Neurodiversity, Work, and Me
‘Don’t be afraid to talk about it.’ Neurodiverse HSBC employees share their experiences and the distinct skills they bring to the bank.
Man A (blonde hair, grey suit): If a person were to say to me “Wow you’re really good at thinking about concepts,” for example, the equivalent of that for me would be to say to a person “Wow, you’re really good at breathing.”
Man B (bald, purple long sleeve shirt): People think that you’re thick.
Woman A (woman, pink sweater): They think that I can’t read.
Man C (bald purple vest): That we’re dumb, that we’re slow. We’re uneducable. Actually, it’s quite the opposite.
Man A: I’m neurodiverse because I am autistic.
Woman B (woman, flowered top, pink jacket): I have something that’s called Asperger’s syndrome, which is an autistic spectrum disorder.
Man B: I’m dyslexic.
Woman C (red hair, black top): I have Asperger’s syndrome
Man B: I’m dyslexic and I also have dysgraphia.
Woman A: I have dyslexia and dyscalculia.
Woman D (blonde, blue jacket and necklace): I got an ADHD diagnosis a few years ago and it was actually the first time in my life that I made sense to myself.
Woman C: I just think it’s the way my brains wired up.
Woman B: Just wired differently
Woman D: I am not seeing what everyone else is seeing. There’s obviously a huge advantage to that but we’ve only learned to appreciate this potential over the last few years
Man B: One way of understanding neurodiversity is if we’ve got people who we call “normal”. We call them “neurotypical”. They can see the visual spectrum of colors going from red to indigo. Neurodiverse people they might not be able to see blue but they can see an infra red. Now you’ve got somebody in your team who can see in the dark. Do you want to have that person in your team? Of course you do.
Man A: Many of my strengths I believe come from my autism.
Woman C: I’m good at retaining knowledge I’m know where to find the knowledge.
Man C: My brain is incredibly logical one of the main traits is I can take lots of different sort of level 2d drawings and then make them into a 3d model in my head and be able to spin them around.
Man B: I’m very good at spatial things. I built a kitchen in our house twelve years ago – bought all the bits from Ikea and fitted the whole thing. And somebody said to me: “Well where did you make a plan.” I didn’t. I did it all in my head.
Woman D: So ADHD is basically like watching 30 different channels at the same time in somebody else is holding the in remote control. I am calm in situations where a lot of other people get really anxious. There’s limited fear to actually make a decision which I sometimes find very helpful in business context because sometimes we just have to decide something to be able to move ahead.
Man A: I can hold very large very complex systems in mind.
Woman C: The way I look at the world is black and white. It’s not the gray areas in between. I can think logically. I can think straight down the middle. It brings the team in together so that it’s not going round and round in circles.
Woman D: I think one of the biggest challenges for me is that neurological differences are invisible. Don’t assume everyone else just because they look like you or they have a similar job or that they think in the exact same way.

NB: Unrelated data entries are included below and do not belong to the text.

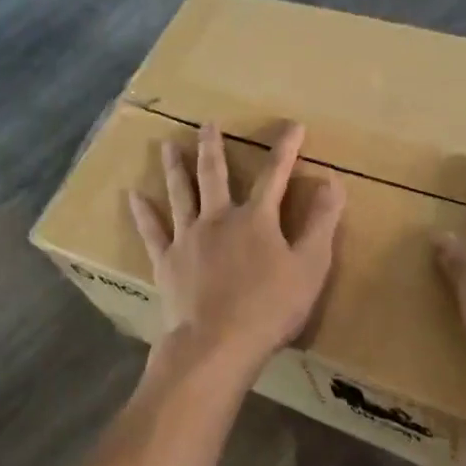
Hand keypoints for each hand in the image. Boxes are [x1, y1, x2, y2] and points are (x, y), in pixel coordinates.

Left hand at [129, 122, 344, 375]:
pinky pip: (152, 231)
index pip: (275, 174)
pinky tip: (132, 195)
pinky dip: (143, 212)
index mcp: (256, 219)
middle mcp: (218, 218)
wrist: (217, 343)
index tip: (293, 125)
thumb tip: (333, 181)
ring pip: (180, 193)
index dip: (286, 149)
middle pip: (214, 174)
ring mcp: (188, 238)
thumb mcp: (310, 266)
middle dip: (213, 146)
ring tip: (166, 144)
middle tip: (207, 123)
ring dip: (174, 167)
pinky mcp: (167, 261)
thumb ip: (321, 223)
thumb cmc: (270, 308)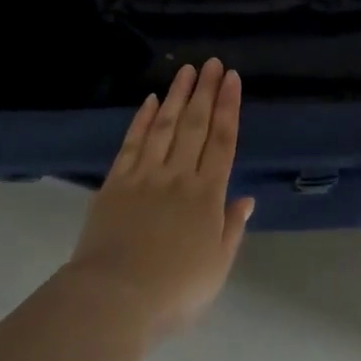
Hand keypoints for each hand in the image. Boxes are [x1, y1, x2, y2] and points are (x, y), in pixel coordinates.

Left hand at [65, 58, 254, 341]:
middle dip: (206, 91)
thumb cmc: (174, 290)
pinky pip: (133, 142)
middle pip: (195, 124)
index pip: (223, 141)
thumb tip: (245, 198)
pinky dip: (143, 119)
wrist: (115, 297)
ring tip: (186, 70)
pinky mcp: (116, 181)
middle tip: (212, 63)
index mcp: (207, 195)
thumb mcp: (216, 268)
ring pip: (165, 125)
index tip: (232, 79)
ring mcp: (145, 175)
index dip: (229, 107)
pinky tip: (150, 101)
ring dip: (176, 95)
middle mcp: (178, 175)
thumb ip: (231, 229)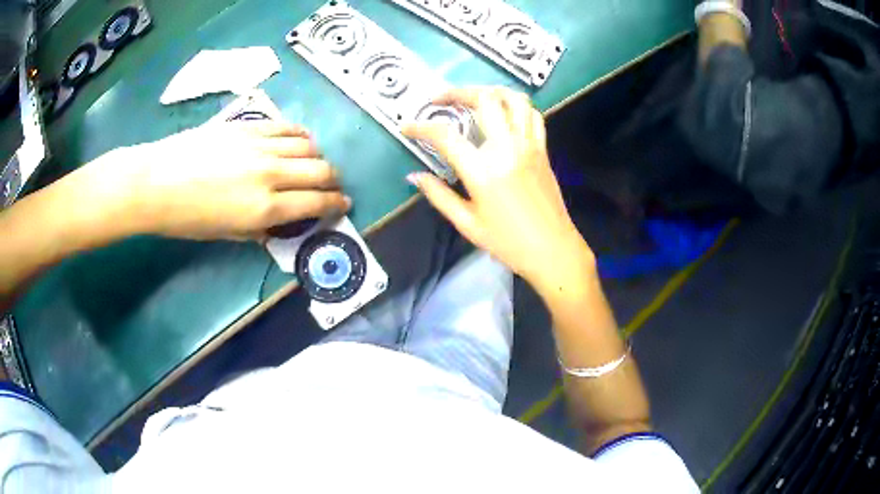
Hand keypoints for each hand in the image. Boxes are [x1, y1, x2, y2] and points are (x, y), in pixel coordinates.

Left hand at [85, 121, 349, 240]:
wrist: (156, 182)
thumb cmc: (187, 218)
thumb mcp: (225, 234)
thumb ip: (259, 228)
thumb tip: (279, 222)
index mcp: (264, 208)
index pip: (316, 203)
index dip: (335, 204)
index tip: (343, 205)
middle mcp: (270, 174)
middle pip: (320, 170)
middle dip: (333, 181)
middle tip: (331, 186)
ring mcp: (260, 145)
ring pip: (308, 145)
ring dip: (318, 156)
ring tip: (313, 163)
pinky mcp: (249, 126)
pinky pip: (286, 127)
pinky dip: (300, 135)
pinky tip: (298, 140)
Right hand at [402, 87, 591, 284]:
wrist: (553, 250)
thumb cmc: (508, 242)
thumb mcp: (467, 223)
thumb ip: (438, 195)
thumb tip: (414, 176)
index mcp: (482, 170)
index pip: (445, 135)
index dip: (420, 127)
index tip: (406, 127)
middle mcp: (506, 148)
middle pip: (483, 100)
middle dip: (456, 93)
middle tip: (439, 101)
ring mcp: (528, 145)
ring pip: (513, 98)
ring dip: (489, 91)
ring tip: (472, 98)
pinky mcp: (543, 149)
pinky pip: (533, 114)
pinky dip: (516, 106)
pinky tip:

Woman B: I would say definitely don’t be afraid to talk about it.
Woman A: For me I would say speak to your managers and let them be aware and I think by doing that it makes you more confident and more free.
Man C: It’s not something that all of us are easy talking about but the more we do talk about it the more people understand and will appreciate the different abilities and the different gifts that neurodivergent people can actually bring to HSBC.